**Un aéroport stratégique neutralisé**
L’Autorité de l’aviation civile yéménite a émis un NOTAM fermant tous les aéroports du pays jusqu’à nouvel ordre, avec effet immédiat. Cette décision fait suite à une frappe sur la piste de l’aéroport international de Sanaa, apparemment menée par le gouvernement yéménite reconnu par la communauté internationale, pour empêcher l’atterrissage d’un avion iranien transportant une délégation houthie. La délégation s’était rendue à Téhéran pour les funérailles du guide suprême défunt Ali Khamenei. La fermeture suspend tout trafic aérien commercial et régulier, redirigeant les mouvements autorisés (notamment le vol iranien visé) vers des aérodromes alternatifs comme Hodeïda. Cette action paralyse un hub essentiel pour les vols humanitaires et diplomatiques, aggravant une situation déjà critique pour les agences d’aide dépendant de l’accès aérien.
**L’aéroport d’Abha sous le feu**
En riposte, les forces houthies ont revendiqué une attaque contre l’aéroport international d’Abha, dans le sud de l’Arabie saoudite, à l’aide de missiles et de drones. Le porte-parole militaire houthie, Yahya Saree, a mis en garde toutes les compagnies aériennes contre tout survol de l’espace aérien saoudien, une menace qui pourrait forcer les transporteurs à dérouter leurs vols ou à suspendre leurs dessertes vers certains aéroports. La coalition dirigée par Riyad a indiqué avoir intercepté plusieurs missiles balistiques tirés depuis le Yémen, sans signaler de dégâts majeurs à Abha pour l’instant. Cependant, cet avertissement souligne l’extension des risques pour l’aviation civile dans la région.
**Implications pour le trafic aérien et la formation**
Pour les élèves ATPL et ATC, cet événement est un exemple concret de l’impact direct des conflits géopolitiques sur les opérations aériennes. La fermeture de Sanaa et la menace sur Abha illustrent le rôle crucial des NOTAM dans la communication des restrictions d’espace aérien. Les étudiants doivent apprendre à interpréter ces avis, évaluer les risques et planifier des itinéraires alternatifs. La situation met également en lumière l’importance de l’évaluation des risques en zone de conflit, un sujet clé des modules de sécurité aérienne. Les stagiaires ATC doivent comprendre comment gérer les fermetures d’espace aérien et coordonner les déroutements sous pression.

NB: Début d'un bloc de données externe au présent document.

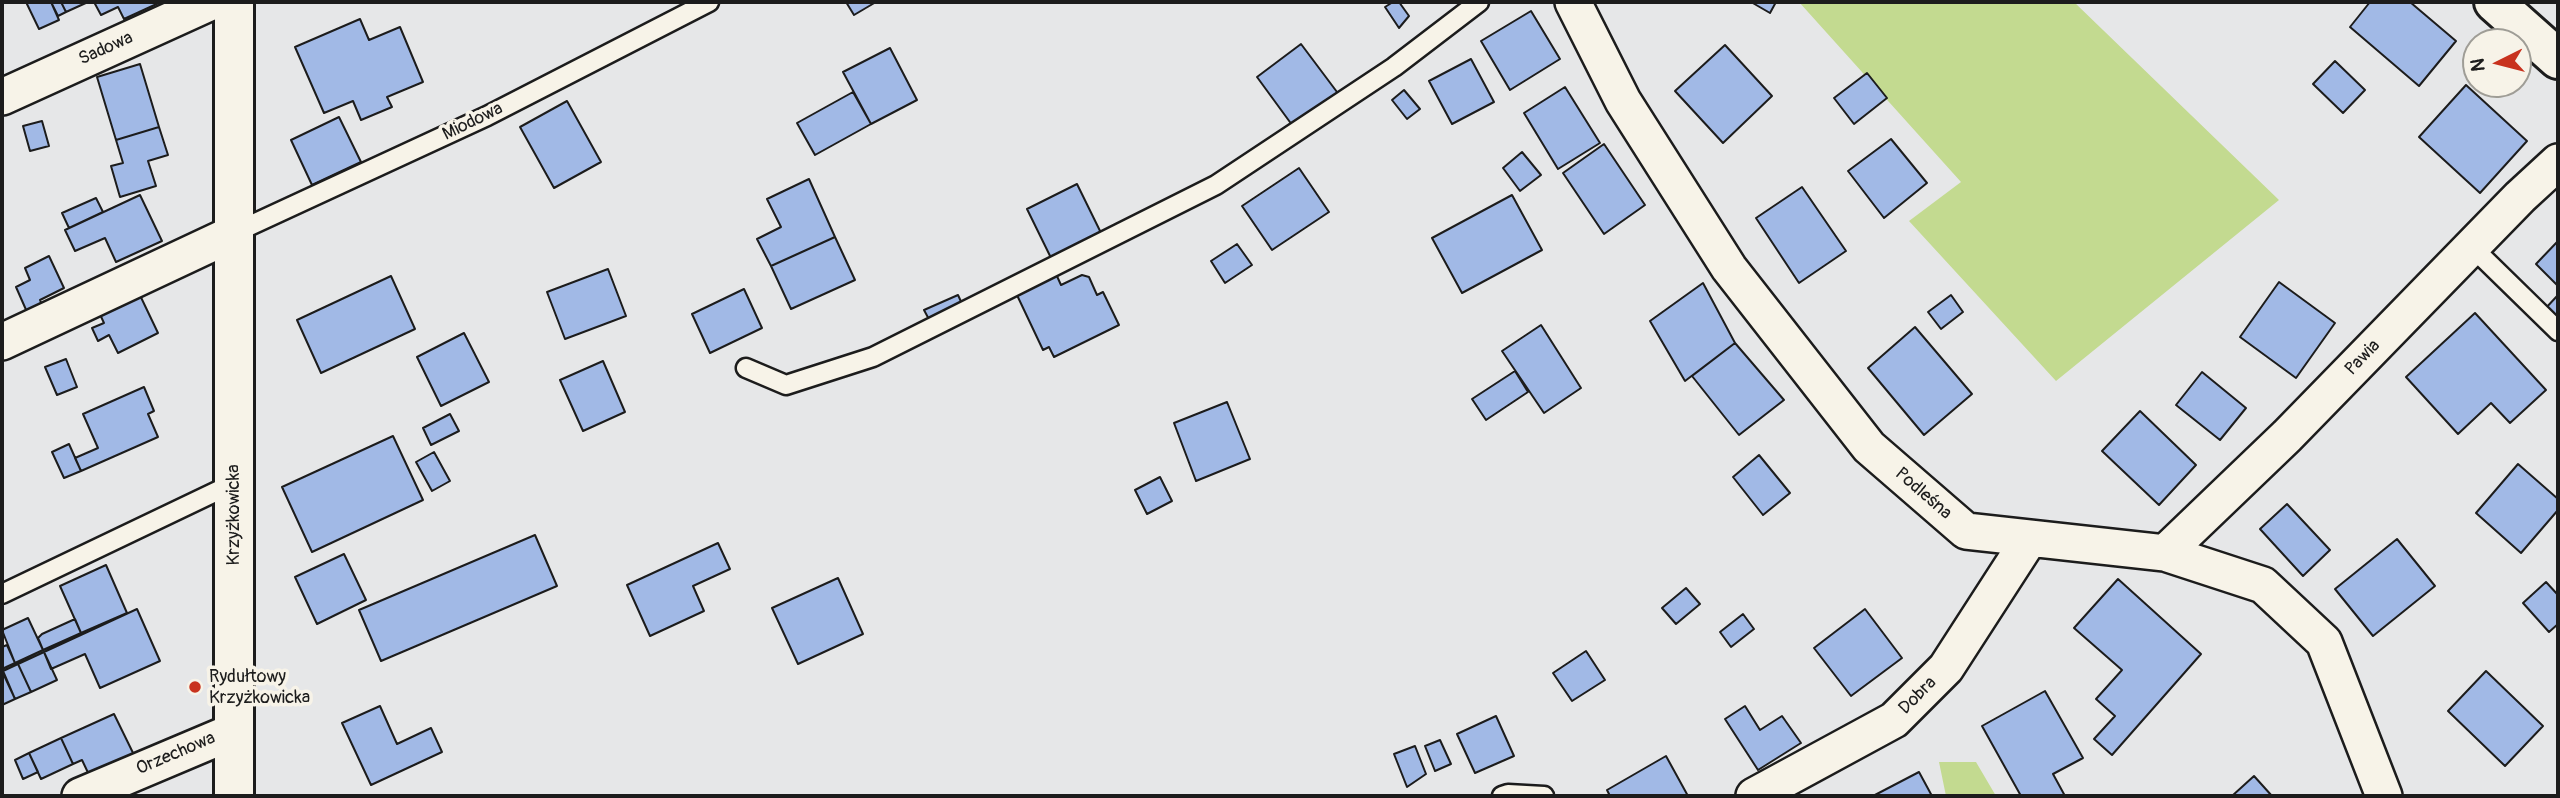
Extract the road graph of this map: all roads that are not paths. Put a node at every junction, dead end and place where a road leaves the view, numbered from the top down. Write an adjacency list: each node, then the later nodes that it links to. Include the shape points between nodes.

**Contexte régional plus large**
Les attaques surviennent dans un contexte de tensions accrues au Moyen-Orient, notamment des frappes contre des pétroliers au large des Émirats arabes unis et des bombardements en Iran. Bien qu’aucun autre grand aéroport civil de la région n’ait signalé de dommages comparables, les menaces houthies pourraient perturber les schémas de trafic aérien régional. Les compagnies aériennes opérant dans la région doivent désormais évaluer la sécurité de leurs routes, ce qui pourrait entraîner des temps de vol plus longs et une augmentation des coûts de carburant. Pour les étudiants, cela renforce la nécessité de se tenir informés des évolutions géopolitiques et de leur impact sur l’aviation.